Winter is upon us, and unless homeowners condition their gardening equipment, they may find the equipment rusty and recalcitrant next spring, says Ron Crocheron, a merchandizer for the Hechinger Co.

He observes that most people just put their tools away when winter comes. When they take it out in the spring, it breaks down. Then it takes a long wait to get it repaired because other people are doing the same thing."

The first step before mothballing a gasoline-powered engine is to drain out the fuel, he said. This can be done by either unscrewing the drain plug, if the mower is equipped with one, or by tilting the mower after removing the gas tank cap. Failure to drain a mower may result in a gummy substance that may clog the carburator.

Then run the engine with the choke open. When the motor sputters, that indicates all remaining gas has been run out. If there is a carburetor bowl at the side of the carburetor, wipeit out and spray it and the carburetor with a carburetor cleaner. Failure to follow these steps may result in a clogged carburetor.

Next remove and regap the spark plug. This is done with a small gapping tool. The proper gap is indicated in the manufacturer's instructions. Put about 15 drops of lubricating oil into the spark plug hole. Then crank the engine several times to distribute the lubricant throughout the engine. Replace the plug.
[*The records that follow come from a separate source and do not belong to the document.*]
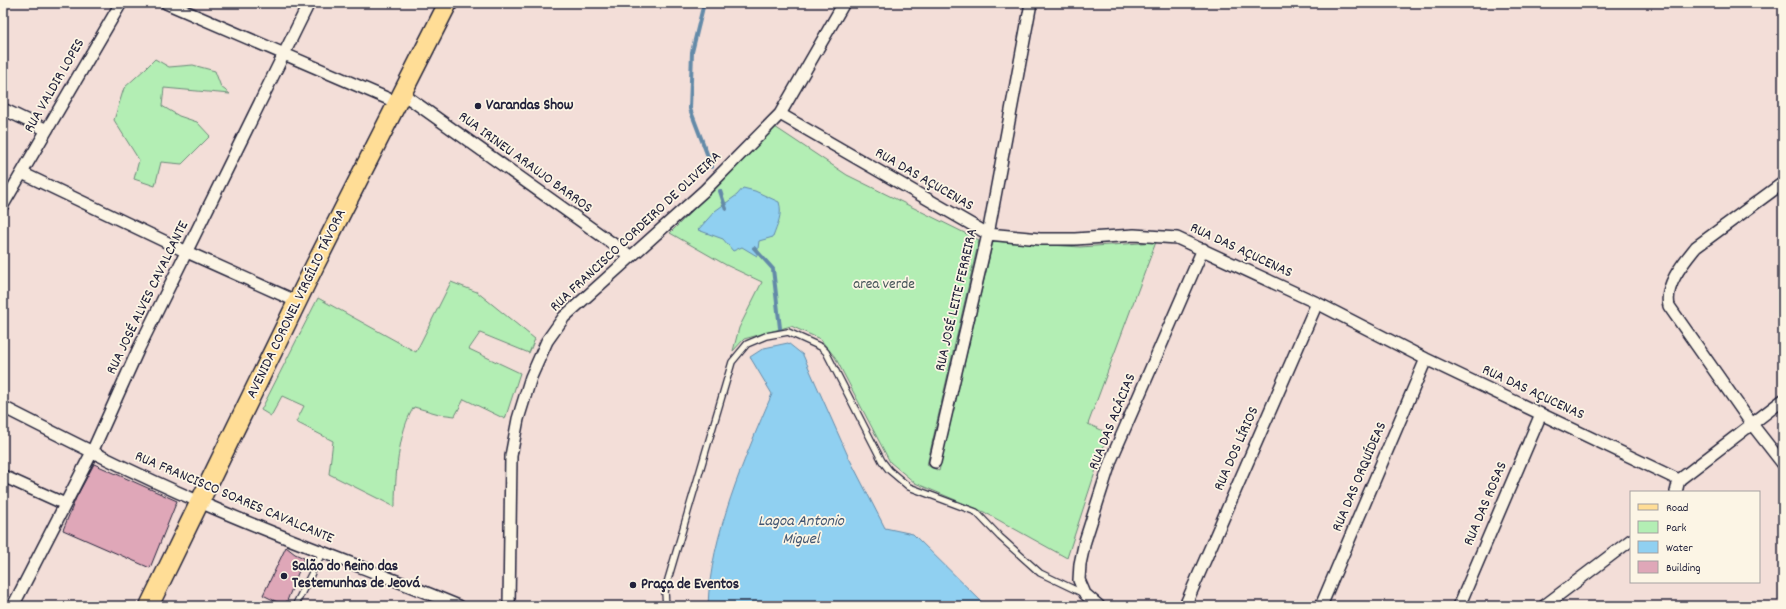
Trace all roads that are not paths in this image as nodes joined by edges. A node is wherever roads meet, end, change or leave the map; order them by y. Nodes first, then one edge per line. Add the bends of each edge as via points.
1 (121, 3) edge
2 (166, 3) edge
3 (309, 3) edge
4 (448, 3) edge
5 (844, 3) edge
6 (1031, 3) edge
7 (285, 53) junction
8 (400, 98) junction
9 (3, 110) edge
10 (780, 114) junction
11 (47, 130) junction
12 (22, 173) junction
13 (1783, 183) edge
14 (3, 205) edge
15 (988, 234) junction
16 (1203, 249) junction
17 (187, 252) junction
18 (630, 256) junction
19 (298, 302) junction
20 (1317, 304) junction
21 (1426, 359) junction
22 (1783, 400) edge
23 (3, 407) edge
24 (1541, 414) junction
25 (1751, 423) junction
26 (92, 452) junction
27 (935, 462) dead end
28 (1783, 464) edge
29 (3, 476) edge
30 (1679, 480) junction
31 (1676, 491) edge
32 (200, 502) junction
33 (65, 504) junction
34 (1630, 541) edge
35 (322, 553) junction
36 (1085, 594) junction
37 (13, 606) edge
38 (149, 606) edge
39 (295, 606) edge
40 (459, 606) edge
41 (509, 606) edge
42 (666, 606) edge
43 (1099, 606) edge
44 (1185, 606) edge
45 (1321, 606) edge
46 (1459, 606) edge
47 (1544, 606) edge

1 - 11 street, RUA VALDIR LOPES
2 - 7 street, RUA IRINEU ARAUJO BARROS
3 - 7 street, RUA JOSÉ ALVES CAVALCANTE
4 - 8 main road, AVENIDA CORONEL VIRGÍLIO TÁVORA
5 - 10 street, RUA FRANCISCO CORDEIRO DE OLIVEIRA
6 - 15 street, RUA JOSÉ LEITE FERREIRA
7 - 8 street, RUA IRINEU ARAUJO BARROS
7 - 17 street, RUA JOSÉ ALVES CAVALCANTE
8 - 18 street, RUA IRINEU ARAUJO BARROS
8 - 19 main road, AVENIDA CORONEL VIRGÍLIO TÁVORA
9 - 11 street
10 - 15 street, RUA DAS AÇUCENAS
10 - 18 street, RUA FRANCISCO CORDEIRO DE OLIVEIRA via 705,190
11 - 12 street, RUA VALDIR LOPES
12 - 14 street, RUA VALDIR LOPES
12 - 17 street
13 - 25 street via 1696,247 1687,258 1669,293 1669,306
15 - 16 street, RUA DAS AÇUCENAS via 1075,240 1116,236 1165,236
15 - 27 street, RUA JOSÉ LEITE FERREIRA
16 - 20 street, RUA DAS AÇUCENAS
16 - 36 street, RUA DAS ACÁCIAS via 1111,460 1080,564 1079,580
17 - 19 street
17 - 26 street, RUA JOSÉ ALVES CAVALCANTE via 138,350
18 - 41 street, RUA FRANCISCO CORDEIRO DE OLIVEIRA via 564,317 547,340 531,376 518,419 511,456
19 - 32 main road, AVENIDA CORONEL VIRGÍLIO TÁVORA
20 - 21 street, RUA DAS AÇUCENAS
20 - 44 street, RUA DOS LÍRIOS
21 - 24 street, RUA DAS AÇUCENAS
21 - 45 street, RUA DAS ORQUÍDEAS
22 - 25 street
23 - 26 street, RUA FRANCISCO SOARES CAVALCANTE
24 - 30 street, RUA DAS AÇUCENAS
24 - 46 street, RUA DAS ROSAS
25 - 28 street
25 - 30 street
26 - 32 street, RUA FRANCISCO SOARES CAVALCANTE
26 - 33 street, RUA JOSÉ ALVES CAVALCANTE
29 - 33 street
30 - 31 street
32 - 35 street, RUA FRANCISCO SOARES CAVALCANTE
32 - 38 main road, AVENIDA CORONEL VIRGÍLIO TÁVORA
33 - 37 street, RUA JOSÉ ALVES CAVALCANTE
34 - 47 street
35 - 39 lane
35 - 40 street, RUA FRANCISCO SOARES CAVALCANTE
36 - 42 lane via 1040,573 976,512 909,487 889,470 826,352 821,347 788,332 766,336 747,344 732,362 667,583
36 - 43 street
Four-cycle engines have separate containers for gas and oil. Two-cycle models use a mix of gas and oil in one compartment. Both models must be drained of the oil or the oil-gas mixture. Normally, there is an oil plug underneath the carburetor. Unscrew it, drain the oil in the four-cycle engine and replace with fresh oil. The two-cycle engine mixture should not be replaced until springtime.

All draining should be done outdoors, considering the volatilty of gas fumes.
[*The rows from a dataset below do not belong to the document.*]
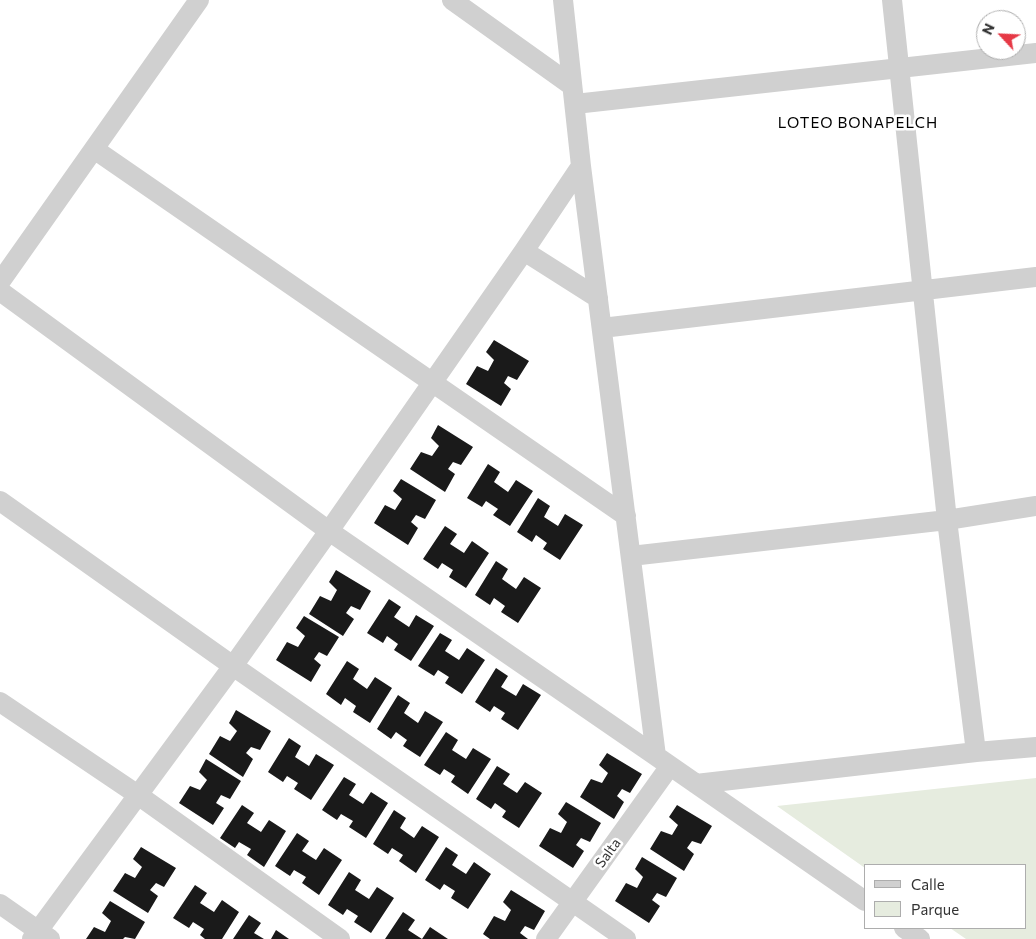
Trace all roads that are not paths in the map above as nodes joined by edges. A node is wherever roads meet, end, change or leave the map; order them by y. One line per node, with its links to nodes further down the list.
1 (199, 0): 9 (street)
2 (452, 0): 7 (street)
3 (563, 0): 7 (street)
4 (892, 0): 6 (street)
5 (1036, 53): 6 (street)
6 (899, 69): 8 (street); 14 (street)
7 (571, 85): 8 (street)
8 (575, 104): 10 (street)
9 (94, 149): 13 (street); 18 (street)
10 (581, 166): 11 (street); 16 (street)
11 (524, 252): 16 (street); 18 (street)
12 (1036, 277): 14 (street)
13 (0, 282)
14 (924, 290): 17 (street); 22 (street)
15 (0, 291): 23 (street)
16 (598, 298): 17 (street)
17 (602, 328): 21 (street)
18 (432, 383): 21 (street); 23 (street)
19 (0, 501): 25 (street)
20 (1036, 506): 22 (street)
21 (626, 516): 24 (street)
22 (948, 520): 24 (street); 28 (street)
23 (329, 531): 25 (street); 29 (street)
24 (631, 556): 29 (street)
25 (233, 666): 31 (street); 33 (street)
26 (0, 702): 31 (street)
27 (1036, 747): 28 (street)
28 (976, 752): 30 (street)
29 (663, 761): 30 (street); 33 (street, Salta)
30 (696, 784): 32 (street)
31 (138, 795): 36 (street); 37 (street)
32 (864, 900)
33 (573, 902): 38 (street, Salta); 39 (street)
34 (0, 904): 36 (street)
35 (905, 929): 40 (street)
36 (40, 936)
37 (340, 939)
38 (546, 939)
39 (626, 939)
40 (920, 939)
Disconnect the ignition cable from the spark plug. Inspect the mower blade for nicks and dirt. Then hose out, try and spray with a light household oil such as 3-in-1. If sharpening is needed don't wait until springtime.

Remove any grass clippings and dirt from the underside of the deck. Grass forms an acid that corrodes metal. Hose out the deck, dry and apply a silicone spray. The spray will help prevent grass from adhering when the mower is used again and, by providing a slippey surface, will cause the cut grass to shoot easily into the grass-catcher or out the side of the mower when in use.

While gasoline mowers may be left outside if wrapped -- preferably in canvas -- electric mowers must be kept indoors. If water gets into the shroud covering the engine, the user may be jolted by an electric shook.